— INFORMATION SUPPLIED —
-- Opening Marker --

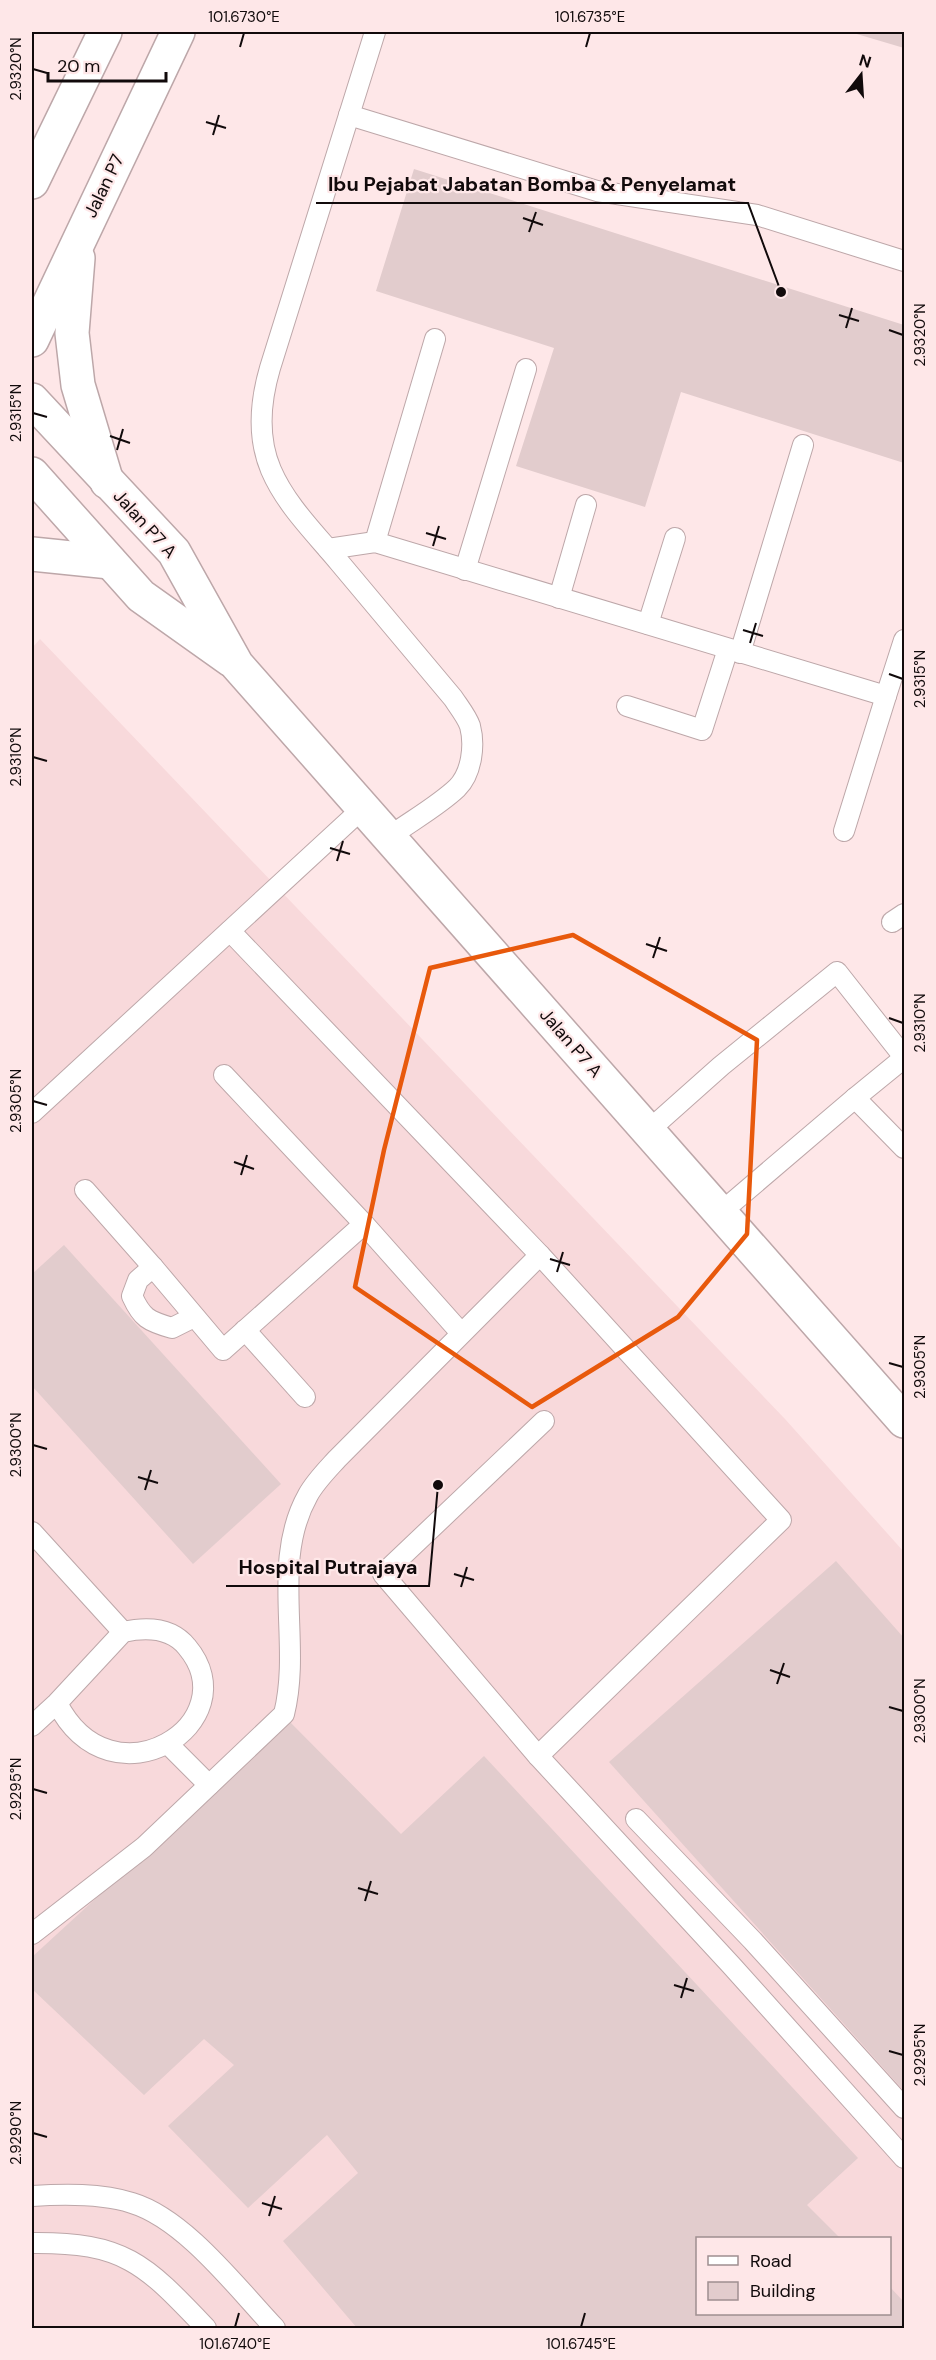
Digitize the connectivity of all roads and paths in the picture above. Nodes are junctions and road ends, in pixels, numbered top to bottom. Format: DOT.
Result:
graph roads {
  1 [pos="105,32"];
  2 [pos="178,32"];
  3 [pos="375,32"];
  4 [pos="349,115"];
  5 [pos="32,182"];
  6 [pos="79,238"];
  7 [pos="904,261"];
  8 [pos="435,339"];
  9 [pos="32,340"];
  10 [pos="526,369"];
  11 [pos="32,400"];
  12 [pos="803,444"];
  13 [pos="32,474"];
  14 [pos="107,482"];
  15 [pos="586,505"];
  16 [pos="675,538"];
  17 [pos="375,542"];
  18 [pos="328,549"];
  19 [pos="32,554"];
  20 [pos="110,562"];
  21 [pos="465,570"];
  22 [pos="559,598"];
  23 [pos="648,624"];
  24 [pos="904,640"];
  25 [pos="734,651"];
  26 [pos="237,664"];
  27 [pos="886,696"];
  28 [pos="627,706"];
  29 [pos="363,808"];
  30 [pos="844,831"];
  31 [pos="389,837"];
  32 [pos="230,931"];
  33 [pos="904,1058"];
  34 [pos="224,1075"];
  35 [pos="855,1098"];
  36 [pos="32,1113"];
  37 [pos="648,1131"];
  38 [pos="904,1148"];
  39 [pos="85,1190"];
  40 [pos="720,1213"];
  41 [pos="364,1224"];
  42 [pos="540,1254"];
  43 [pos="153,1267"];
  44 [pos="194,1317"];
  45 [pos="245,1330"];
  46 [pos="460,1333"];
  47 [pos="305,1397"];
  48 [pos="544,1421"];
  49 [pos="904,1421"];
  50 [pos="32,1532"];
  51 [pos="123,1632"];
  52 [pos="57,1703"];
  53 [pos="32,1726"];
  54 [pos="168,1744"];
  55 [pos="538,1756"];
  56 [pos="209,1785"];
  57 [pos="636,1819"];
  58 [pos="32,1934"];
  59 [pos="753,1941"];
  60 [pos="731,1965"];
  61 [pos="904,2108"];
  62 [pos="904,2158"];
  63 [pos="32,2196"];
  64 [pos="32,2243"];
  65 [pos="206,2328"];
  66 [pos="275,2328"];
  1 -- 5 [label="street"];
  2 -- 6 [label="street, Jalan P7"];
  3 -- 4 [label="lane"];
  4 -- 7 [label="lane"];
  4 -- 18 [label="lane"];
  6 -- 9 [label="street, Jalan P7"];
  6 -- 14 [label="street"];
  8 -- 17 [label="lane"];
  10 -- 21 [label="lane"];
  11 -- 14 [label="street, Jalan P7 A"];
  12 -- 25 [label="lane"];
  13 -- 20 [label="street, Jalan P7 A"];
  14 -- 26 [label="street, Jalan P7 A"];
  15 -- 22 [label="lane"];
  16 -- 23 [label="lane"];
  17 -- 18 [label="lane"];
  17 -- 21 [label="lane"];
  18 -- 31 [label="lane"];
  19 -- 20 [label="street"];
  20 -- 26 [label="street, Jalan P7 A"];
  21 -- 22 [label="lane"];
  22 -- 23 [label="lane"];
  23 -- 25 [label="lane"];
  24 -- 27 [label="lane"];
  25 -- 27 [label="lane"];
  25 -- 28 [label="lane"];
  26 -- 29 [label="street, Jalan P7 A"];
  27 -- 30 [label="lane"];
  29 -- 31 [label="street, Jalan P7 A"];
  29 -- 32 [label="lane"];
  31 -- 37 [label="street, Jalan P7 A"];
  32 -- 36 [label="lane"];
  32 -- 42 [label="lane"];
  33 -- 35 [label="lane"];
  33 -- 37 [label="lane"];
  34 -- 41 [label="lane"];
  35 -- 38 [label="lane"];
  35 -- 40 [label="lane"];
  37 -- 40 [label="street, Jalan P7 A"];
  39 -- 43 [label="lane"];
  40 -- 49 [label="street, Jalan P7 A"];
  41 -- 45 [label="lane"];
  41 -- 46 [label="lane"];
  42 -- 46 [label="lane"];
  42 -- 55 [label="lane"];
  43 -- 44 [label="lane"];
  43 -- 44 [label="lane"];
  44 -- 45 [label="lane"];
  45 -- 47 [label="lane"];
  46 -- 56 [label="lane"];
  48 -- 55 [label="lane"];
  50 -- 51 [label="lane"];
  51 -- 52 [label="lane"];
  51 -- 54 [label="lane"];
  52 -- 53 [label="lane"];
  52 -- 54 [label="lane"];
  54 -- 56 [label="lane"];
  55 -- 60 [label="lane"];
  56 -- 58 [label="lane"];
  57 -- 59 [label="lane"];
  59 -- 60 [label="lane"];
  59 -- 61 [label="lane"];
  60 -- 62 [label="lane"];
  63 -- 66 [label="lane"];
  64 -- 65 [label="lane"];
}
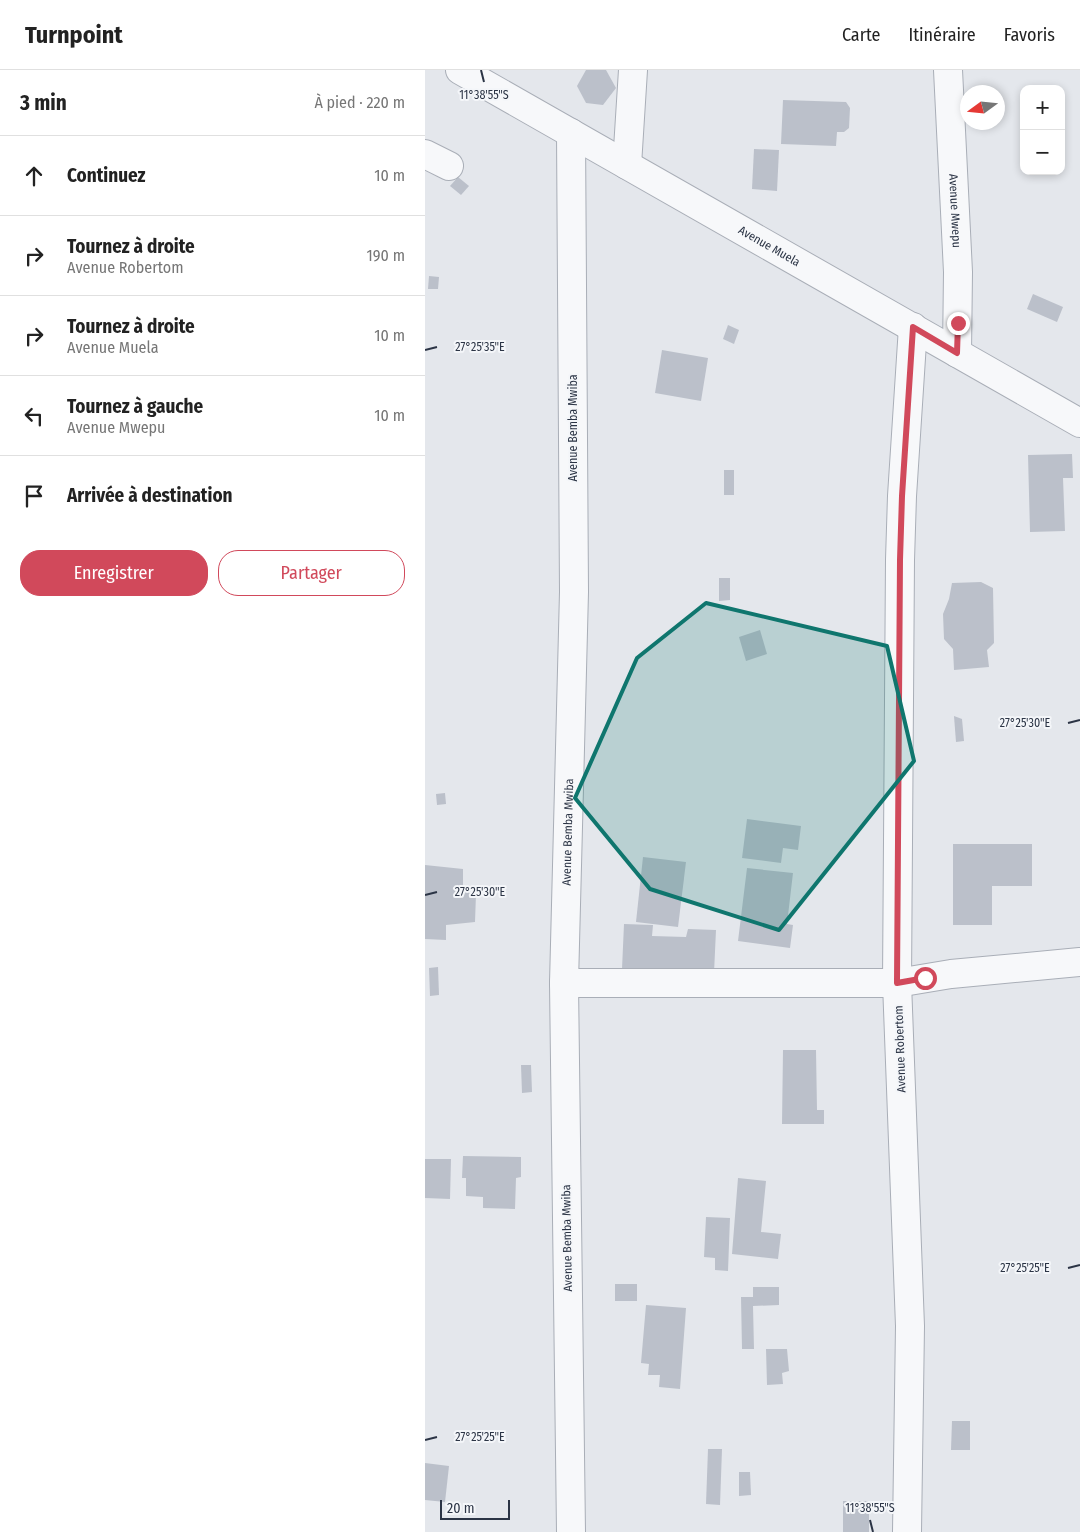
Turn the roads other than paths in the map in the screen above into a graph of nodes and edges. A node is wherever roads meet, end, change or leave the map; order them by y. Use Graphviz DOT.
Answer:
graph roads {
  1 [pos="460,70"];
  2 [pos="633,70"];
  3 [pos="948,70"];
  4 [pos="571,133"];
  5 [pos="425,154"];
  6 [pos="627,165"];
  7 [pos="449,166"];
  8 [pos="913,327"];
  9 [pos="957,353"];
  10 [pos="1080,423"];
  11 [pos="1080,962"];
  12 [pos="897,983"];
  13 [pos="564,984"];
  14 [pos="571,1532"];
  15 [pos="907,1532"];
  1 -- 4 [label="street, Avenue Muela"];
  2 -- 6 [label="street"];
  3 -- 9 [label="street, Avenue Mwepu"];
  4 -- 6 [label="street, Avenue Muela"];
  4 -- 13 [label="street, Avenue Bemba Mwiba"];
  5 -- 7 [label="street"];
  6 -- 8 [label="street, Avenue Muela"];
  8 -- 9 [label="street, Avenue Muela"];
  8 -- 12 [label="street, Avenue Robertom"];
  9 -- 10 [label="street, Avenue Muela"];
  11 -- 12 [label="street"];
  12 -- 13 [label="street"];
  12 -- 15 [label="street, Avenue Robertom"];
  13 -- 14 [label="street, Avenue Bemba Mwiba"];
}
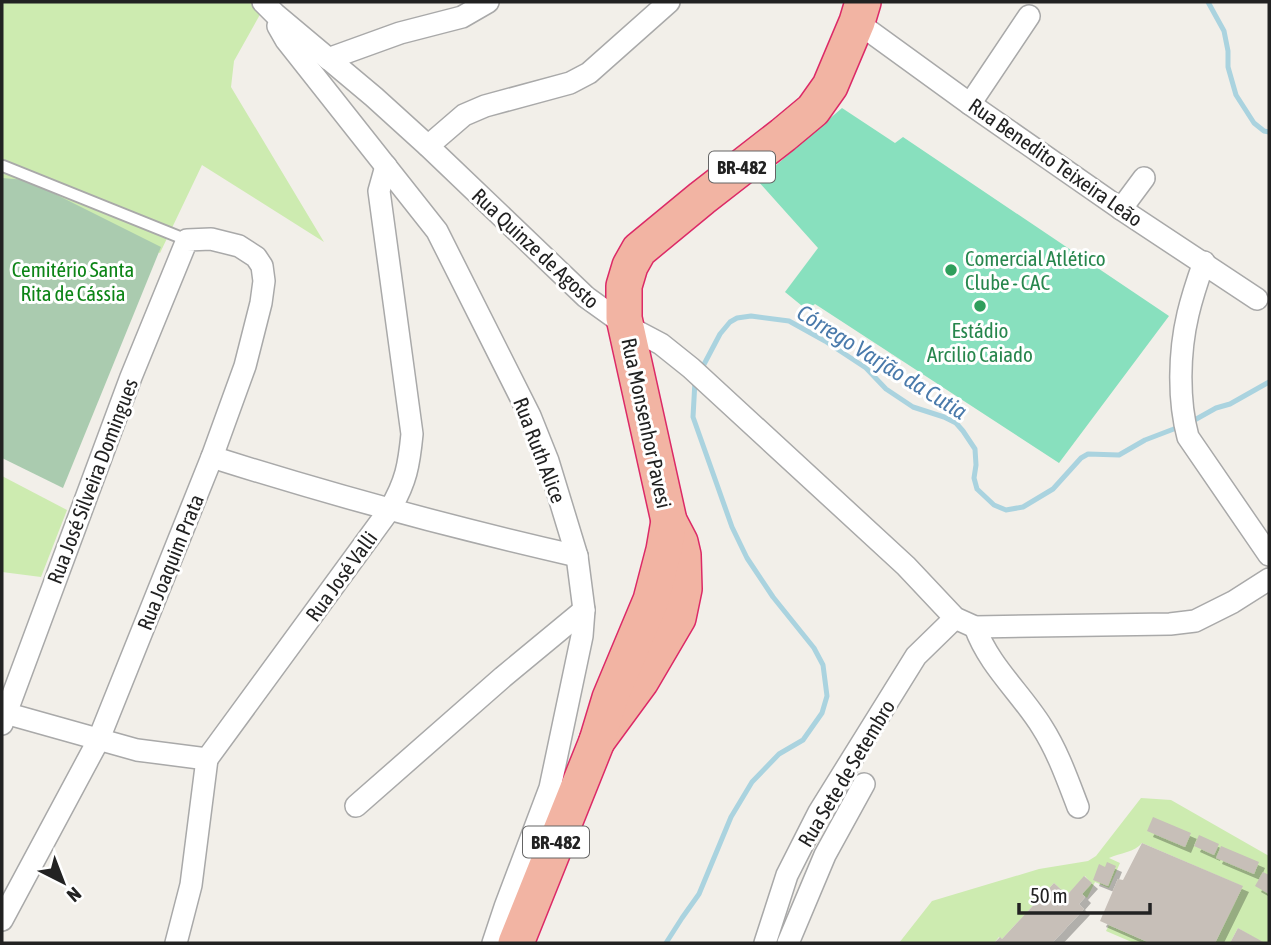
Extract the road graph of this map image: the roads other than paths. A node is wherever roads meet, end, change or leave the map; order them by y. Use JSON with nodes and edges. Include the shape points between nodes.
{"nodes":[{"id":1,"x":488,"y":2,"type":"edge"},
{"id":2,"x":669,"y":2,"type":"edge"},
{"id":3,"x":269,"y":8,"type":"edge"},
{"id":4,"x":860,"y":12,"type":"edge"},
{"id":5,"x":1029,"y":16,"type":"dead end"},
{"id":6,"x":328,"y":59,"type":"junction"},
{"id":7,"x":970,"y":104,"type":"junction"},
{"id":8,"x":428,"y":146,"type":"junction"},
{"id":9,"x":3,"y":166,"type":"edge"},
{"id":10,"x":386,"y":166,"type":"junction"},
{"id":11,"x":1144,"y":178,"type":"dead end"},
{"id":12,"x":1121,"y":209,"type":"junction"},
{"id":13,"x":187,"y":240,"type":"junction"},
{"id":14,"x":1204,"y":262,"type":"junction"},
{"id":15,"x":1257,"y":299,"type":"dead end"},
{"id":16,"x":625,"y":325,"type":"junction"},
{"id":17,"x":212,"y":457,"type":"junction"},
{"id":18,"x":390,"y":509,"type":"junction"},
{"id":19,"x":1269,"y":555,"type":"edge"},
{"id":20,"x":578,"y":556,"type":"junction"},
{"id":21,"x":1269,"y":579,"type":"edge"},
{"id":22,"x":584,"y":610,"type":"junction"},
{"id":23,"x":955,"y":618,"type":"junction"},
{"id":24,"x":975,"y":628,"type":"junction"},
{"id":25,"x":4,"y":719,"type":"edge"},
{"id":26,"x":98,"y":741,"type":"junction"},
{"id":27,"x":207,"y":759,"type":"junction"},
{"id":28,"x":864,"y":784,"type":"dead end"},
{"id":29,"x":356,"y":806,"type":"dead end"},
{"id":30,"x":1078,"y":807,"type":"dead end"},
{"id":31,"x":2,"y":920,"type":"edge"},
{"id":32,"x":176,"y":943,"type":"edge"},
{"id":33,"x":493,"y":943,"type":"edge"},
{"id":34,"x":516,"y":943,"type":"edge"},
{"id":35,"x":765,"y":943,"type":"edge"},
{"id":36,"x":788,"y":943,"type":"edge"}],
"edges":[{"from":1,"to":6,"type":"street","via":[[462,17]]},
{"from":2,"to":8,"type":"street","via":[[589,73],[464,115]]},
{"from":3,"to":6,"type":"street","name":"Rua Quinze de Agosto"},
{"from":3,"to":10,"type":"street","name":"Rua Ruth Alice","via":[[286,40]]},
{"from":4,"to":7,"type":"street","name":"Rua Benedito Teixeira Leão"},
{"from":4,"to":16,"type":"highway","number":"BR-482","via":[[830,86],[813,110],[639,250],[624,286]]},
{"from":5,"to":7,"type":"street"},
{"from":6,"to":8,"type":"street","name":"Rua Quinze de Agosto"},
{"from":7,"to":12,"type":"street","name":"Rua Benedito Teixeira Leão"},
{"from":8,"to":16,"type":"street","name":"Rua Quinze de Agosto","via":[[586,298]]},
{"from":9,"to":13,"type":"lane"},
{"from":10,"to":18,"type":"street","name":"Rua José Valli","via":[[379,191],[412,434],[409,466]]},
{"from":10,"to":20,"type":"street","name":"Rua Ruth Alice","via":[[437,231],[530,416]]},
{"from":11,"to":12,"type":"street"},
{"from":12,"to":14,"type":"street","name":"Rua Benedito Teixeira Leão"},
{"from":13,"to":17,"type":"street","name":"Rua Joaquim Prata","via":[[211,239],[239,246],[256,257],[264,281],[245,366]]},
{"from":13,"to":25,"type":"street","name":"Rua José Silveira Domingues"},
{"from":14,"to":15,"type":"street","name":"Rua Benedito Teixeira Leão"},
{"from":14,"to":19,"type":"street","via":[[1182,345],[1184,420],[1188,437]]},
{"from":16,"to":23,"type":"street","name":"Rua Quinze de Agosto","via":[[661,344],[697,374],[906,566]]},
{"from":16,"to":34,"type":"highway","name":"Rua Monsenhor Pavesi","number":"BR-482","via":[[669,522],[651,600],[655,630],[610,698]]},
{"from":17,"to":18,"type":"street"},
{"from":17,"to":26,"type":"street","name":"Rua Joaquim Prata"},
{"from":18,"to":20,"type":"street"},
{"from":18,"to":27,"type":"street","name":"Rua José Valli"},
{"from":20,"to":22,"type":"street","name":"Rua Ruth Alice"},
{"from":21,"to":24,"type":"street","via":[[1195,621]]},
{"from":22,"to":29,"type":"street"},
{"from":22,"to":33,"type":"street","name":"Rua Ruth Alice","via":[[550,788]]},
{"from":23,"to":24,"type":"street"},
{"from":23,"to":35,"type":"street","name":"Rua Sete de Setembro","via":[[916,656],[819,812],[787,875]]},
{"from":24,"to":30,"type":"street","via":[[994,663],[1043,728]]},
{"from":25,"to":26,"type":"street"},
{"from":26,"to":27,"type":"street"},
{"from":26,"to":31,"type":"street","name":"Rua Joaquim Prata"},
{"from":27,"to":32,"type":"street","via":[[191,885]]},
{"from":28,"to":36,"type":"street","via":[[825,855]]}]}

-- Closing Marker --

— WHAT YOU HAVE TO DO —
Filter the entries above down to the lines that contain the word "Joaquim".

— YOUR SOLUTION —
{"from":13,"to":17,"type":"street","name":"Rua Joaquim Prata","via":[[211,239],[239,246],[256,257],[264,281],[245,366]]},
{"from":17,"to":26,"type":"street","name":"Rua Joaquim Prata"},
{"from":26,"to":31,"type":"street","name":"Rua Joaquim Prata"},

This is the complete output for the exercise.